What you are asked to do: Unless it is a picture, every line from the start of the entries through the line with "c.lineWidth = width;" must be retyped exactly.

Collected data
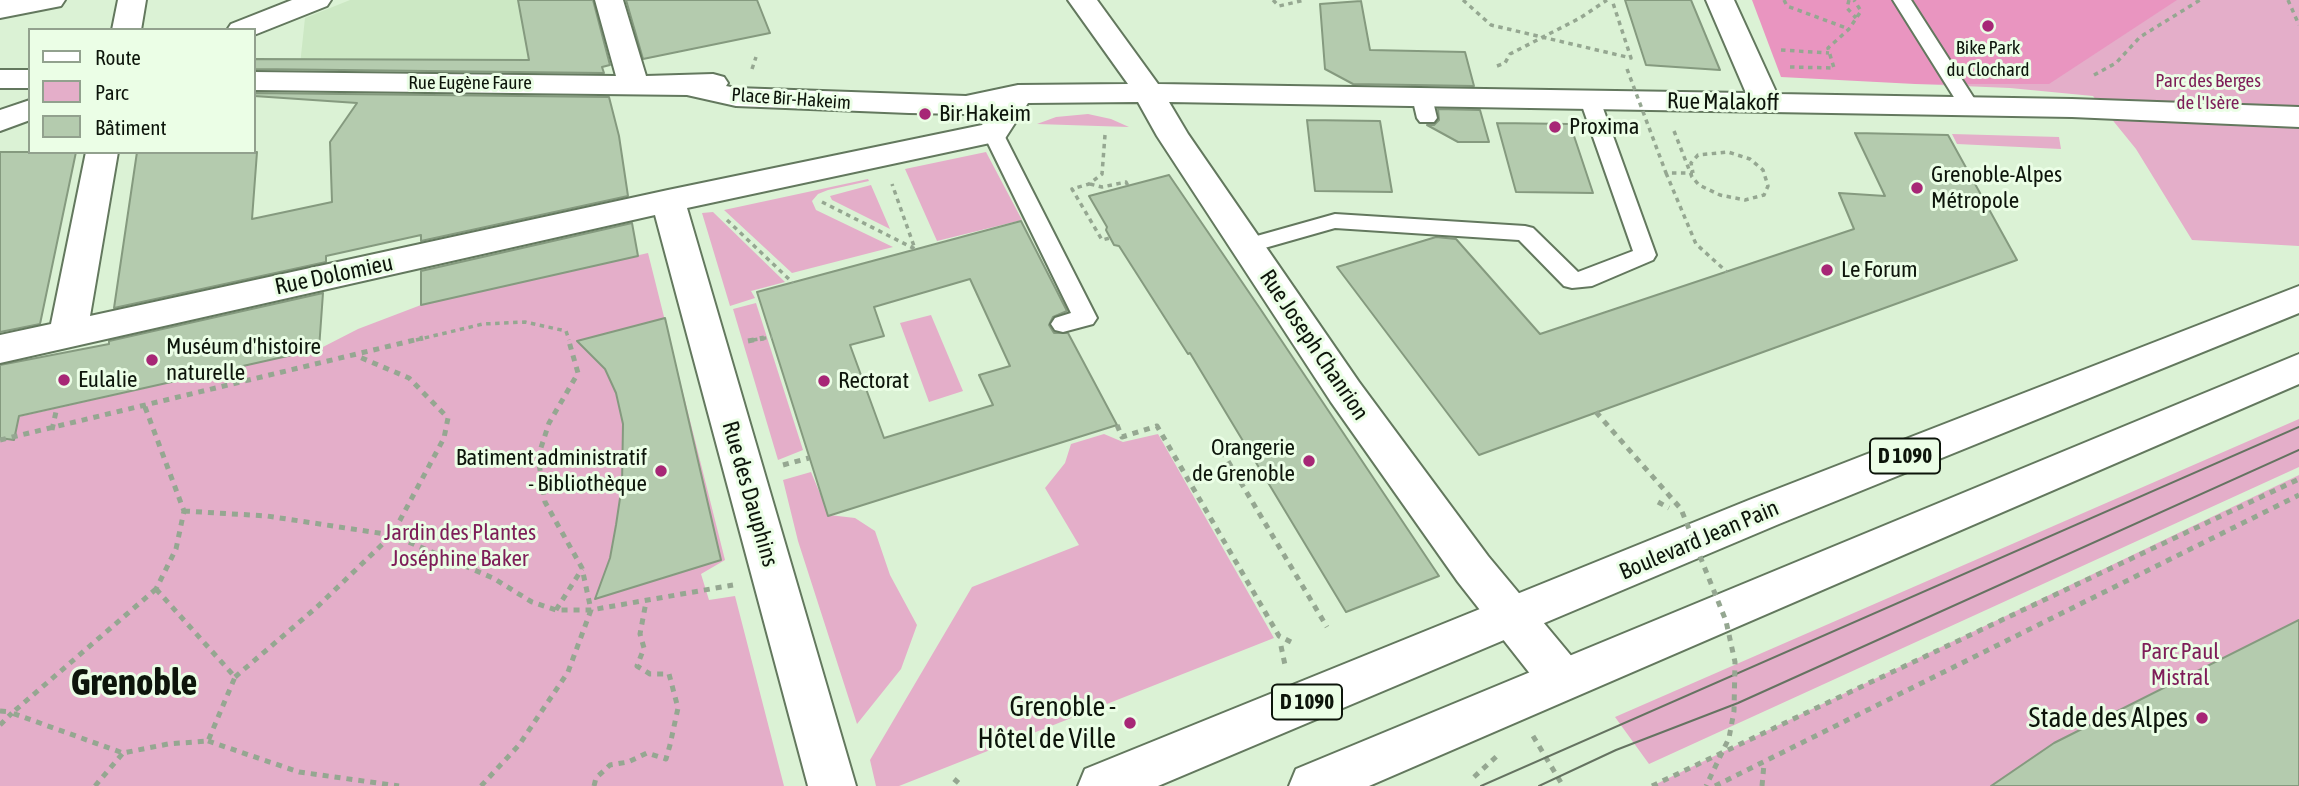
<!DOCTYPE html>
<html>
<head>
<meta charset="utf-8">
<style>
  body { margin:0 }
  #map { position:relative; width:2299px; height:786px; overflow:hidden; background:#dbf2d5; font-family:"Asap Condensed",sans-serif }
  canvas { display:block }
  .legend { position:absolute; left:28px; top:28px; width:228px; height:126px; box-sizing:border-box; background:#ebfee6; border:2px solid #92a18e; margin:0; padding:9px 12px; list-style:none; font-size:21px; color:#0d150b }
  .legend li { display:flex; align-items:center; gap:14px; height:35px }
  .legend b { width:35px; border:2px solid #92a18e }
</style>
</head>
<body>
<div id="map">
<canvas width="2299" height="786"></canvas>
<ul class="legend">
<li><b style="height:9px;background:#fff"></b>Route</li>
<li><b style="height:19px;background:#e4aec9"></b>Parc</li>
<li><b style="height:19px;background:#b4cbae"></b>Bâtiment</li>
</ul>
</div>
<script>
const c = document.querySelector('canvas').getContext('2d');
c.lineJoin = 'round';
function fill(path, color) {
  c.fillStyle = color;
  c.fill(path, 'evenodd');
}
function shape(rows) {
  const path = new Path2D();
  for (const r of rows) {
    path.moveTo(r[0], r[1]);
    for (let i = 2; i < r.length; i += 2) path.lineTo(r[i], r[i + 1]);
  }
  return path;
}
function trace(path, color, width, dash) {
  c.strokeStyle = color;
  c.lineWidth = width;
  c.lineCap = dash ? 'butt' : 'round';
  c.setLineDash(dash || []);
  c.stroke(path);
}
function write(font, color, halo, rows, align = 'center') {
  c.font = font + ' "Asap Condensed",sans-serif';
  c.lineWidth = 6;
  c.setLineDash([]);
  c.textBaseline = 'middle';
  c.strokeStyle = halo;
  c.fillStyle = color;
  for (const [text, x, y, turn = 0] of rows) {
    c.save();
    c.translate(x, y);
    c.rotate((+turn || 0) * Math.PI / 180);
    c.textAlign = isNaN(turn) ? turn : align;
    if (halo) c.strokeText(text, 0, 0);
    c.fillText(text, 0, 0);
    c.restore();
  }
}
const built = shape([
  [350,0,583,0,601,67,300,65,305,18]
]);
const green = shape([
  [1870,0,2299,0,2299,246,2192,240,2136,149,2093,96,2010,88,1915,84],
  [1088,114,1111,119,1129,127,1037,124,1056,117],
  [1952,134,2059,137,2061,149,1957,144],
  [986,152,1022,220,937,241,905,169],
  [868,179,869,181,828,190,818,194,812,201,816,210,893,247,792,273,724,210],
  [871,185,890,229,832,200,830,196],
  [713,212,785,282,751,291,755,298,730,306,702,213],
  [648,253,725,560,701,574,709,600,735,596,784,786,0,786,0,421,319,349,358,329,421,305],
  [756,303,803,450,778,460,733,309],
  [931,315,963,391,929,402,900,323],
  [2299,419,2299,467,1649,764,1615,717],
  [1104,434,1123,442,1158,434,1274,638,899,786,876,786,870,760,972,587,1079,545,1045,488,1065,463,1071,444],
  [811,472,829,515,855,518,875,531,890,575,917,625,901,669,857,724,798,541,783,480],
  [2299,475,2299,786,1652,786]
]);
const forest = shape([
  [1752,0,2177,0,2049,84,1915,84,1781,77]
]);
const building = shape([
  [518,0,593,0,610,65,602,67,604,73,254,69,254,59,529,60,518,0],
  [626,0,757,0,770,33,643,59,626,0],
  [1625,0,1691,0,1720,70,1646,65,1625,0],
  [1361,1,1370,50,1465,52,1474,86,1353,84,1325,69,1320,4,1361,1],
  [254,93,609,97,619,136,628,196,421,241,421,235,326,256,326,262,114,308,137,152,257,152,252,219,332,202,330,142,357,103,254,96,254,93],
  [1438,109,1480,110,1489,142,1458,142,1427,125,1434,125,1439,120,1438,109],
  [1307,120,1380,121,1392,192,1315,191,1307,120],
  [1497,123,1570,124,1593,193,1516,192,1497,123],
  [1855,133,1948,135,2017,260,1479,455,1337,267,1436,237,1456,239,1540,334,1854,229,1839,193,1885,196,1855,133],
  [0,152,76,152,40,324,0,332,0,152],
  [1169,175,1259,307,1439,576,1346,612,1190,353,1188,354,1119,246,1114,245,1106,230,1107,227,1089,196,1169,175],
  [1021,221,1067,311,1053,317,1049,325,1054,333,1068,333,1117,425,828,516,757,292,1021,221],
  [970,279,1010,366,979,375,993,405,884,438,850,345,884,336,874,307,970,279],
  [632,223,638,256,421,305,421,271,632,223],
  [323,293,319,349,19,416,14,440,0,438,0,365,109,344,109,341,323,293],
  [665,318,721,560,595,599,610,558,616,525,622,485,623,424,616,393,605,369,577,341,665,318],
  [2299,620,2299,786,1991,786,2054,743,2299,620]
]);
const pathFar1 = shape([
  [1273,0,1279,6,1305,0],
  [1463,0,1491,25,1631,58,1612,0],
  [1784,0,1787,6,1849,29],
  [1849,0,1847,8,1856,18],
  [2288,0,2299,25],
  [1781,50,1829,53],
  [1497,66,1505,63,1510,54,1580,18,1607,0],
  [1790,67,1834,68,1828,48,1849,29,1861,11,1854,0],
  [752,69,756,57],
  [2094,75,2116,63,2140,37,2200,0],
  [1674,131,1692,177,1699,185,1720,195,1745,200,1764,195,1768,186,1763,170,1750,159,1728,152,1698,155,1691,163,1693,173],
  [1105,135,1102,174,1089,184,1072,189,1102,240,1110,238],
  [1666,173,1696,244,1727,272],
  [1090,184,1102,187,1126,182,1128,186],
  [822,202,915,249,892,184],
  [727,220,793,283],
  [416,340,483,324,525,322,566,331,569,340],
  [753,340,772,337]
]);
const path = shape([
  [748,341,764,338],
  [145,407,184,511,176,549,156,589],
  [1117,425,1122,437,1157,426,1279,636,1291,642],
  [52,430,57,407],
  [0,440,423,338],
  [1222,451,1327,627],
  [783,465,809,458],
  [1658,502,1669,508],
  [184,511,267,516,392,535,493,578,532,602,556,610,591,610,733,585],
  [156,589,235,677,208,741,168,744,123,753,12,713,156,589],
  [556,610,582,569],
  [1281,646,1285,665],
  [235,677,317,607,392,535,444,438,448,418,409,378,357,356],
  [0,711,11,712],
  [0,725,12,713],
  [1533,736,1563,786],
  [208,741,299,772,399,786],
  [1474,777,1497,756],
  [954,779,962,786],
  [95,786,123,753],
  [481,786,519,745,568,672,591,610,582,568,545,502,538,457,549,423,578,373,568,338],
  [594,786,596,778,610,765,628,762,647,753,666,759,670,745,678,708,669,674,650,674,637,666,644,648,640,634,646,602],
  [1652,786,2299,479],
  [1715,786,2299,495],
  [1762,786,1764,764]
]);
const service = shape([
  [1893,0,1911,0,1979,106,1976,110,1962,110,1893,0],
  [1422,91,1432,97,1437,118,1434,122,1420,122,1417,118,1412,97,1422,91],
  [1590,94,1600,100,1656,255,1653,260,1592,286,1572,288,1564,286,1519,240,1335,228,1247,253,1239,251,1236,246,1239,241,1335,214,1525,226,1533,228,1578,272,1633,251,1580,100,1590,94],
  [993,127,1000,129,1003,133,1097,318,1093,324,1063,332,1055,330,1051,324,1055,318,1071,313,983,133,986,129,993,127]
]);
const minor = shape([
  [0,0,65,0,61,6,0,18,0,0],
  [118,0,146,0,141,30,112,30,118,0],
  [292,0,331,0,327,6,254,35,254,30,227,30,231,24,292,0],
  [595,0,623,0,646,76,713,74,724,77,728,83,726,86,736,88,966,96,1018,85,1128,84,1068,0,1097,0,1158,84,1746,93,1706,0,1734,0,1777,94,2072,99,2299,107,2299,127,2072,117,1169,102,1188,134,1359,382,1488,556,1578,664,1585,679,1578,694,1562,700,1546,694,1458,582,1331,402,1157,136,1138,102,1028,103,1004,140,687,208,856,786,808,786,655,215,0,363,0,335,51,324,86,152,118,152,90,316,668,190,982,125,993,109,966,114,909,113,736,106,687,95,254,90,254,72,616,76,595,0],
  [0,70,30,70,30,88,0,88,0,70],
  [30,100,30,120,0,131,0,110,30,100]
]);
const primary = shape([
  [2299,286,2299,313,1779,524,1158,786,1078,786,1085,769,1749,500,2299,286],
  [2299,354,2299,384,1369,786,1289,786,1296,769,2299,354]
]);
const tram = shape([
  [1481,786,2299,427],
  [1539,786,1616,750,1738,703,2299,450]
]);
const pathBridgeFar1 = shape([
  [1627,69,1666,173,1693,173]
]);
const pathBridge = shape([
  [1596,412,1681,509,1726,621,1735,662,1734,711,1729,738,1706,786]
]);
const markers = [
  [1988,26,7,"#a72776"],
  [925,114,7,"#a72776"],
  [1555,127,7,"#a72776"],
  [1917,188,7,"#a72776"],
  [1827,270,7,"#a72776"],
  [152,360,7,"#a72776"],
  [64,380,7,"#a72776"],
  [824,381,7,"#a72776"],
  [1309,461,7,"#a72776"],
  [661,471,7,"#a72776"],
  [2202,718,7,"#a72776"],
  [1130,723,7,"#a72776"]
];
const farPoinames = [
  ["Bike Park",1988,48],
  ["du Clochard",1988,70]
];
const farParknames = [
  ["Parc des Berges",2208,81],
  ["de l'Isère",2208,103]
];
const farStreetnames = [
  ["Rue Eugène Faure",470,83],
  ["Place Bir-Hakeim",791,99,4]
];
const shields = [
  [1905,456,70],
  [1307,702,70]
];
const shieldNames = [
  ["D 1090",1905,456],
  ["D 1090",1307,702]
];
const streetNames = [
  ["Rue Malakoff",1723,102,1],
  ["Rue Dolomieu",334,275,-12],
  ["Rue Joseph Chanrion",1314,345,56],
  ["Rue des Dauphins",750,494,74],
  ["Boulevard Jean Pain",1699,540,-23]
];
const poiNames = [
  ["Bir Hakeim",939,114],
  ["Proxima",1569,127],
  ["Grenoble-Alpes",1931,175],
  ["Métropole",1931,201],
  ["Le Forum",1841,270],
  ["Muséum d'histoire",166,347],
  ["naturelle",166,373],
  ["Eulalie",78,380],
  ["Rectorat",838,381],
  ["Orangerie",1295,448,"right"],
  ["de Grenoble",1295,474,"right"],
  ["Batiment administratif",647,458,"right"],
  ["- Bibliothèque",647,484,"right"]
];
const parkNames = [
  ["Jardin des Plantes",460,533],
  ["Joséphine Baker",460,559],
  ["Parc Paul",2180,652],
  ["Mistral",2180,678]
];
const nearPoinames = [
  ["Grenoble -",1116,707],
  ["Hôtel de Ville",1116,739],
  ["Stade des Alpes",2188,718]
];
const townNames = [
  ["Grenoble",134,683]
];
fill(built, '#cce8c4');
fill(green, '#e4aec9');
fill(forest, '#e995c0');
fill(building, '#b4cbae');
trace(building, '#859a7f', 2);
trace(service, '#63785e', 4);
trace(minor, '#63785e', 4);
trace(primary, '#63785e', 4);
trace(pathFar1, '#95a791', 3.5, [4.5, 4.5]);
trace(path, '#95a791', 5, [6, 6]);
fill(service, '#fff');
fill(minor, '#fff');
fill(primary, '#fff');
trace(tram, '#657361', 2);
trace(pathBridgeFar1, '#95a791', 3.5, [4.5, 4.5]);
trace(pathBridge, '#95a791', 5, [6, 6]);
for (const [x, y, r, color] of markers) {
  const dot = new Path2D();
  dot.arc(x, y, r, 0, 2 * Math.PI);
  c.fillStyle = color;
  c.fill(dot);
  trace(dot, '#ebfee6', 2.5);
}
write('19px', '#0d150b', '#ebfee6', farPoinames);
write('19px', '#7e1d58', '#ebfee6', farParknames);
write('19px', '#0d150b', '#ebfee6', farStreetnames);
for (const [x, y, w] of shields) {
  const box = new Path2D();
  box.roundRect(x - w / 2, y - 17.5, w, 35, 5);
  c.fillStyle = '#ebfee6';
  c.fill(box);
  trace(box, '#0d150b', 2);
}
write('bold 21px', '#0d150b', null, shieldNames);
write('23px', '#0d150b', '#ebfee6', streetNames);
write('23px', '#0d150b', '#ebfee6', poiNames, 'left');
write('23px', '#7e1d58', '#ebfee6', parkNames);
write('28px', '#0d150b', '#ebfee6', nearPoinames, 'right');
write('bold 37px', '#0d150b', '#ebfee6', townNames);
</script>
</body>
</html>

Exercise result:
<!DOCTYPE html>
<html>
<head>
<meta charset="utf-8">
<style>
  body { margin:0 }
  #map { position:relative; width:2299px; height:786px; overflow:hidden; background:#dbf2d5; font-family:"Asap Condensed",sans-serif }
  canvas { display:block }
  .legend { position:absolute; left:28px; top:28px; width:228px; height:126px; box-sizing:border-box; background:#ebfee6; border:2px solid #92a18e; margin:0; padding:9px 12px; list-style:none; font-size:21px; color:#0d150b }
  .legend li { display:flex; align-items:center; gap:14px; height:35px }
  .legend b { width:35px; border:2px solid #92a18e }
</style>
</head>
<body>
<div id="map">
<canvas width="2299" height="786"></canvas>
<ul class="legend">
<li><b style="height:9px;background:#fff"></b>Route</li>
<li><b style="height:19px;background:#e4aec9"></b>Parc</li>
<li><b style="height:19px;background:#b4cbae"></b>Bâtiment</li>
</ul>
</div>
<script>
const c = document.querySelector('canvas').getContext('2d');
c.lineJoin = 'round';
function fill(path, color) {
  c.fillStyle = color;
  c.fill(path, 'evenodd');
}
function shape(rows) {
  const path = new Path2D();
  for (const r of rows) {
    path.moveTo(r[0], r[1]);
    for (let i = 2; i < r.length; i += 2) path.lineTo(r[i], r[i + 1]);
  }
  return path;
}
function trace(path, color, width, dash) {
  c.strokeStyle = color;
  c.lineWidth = width;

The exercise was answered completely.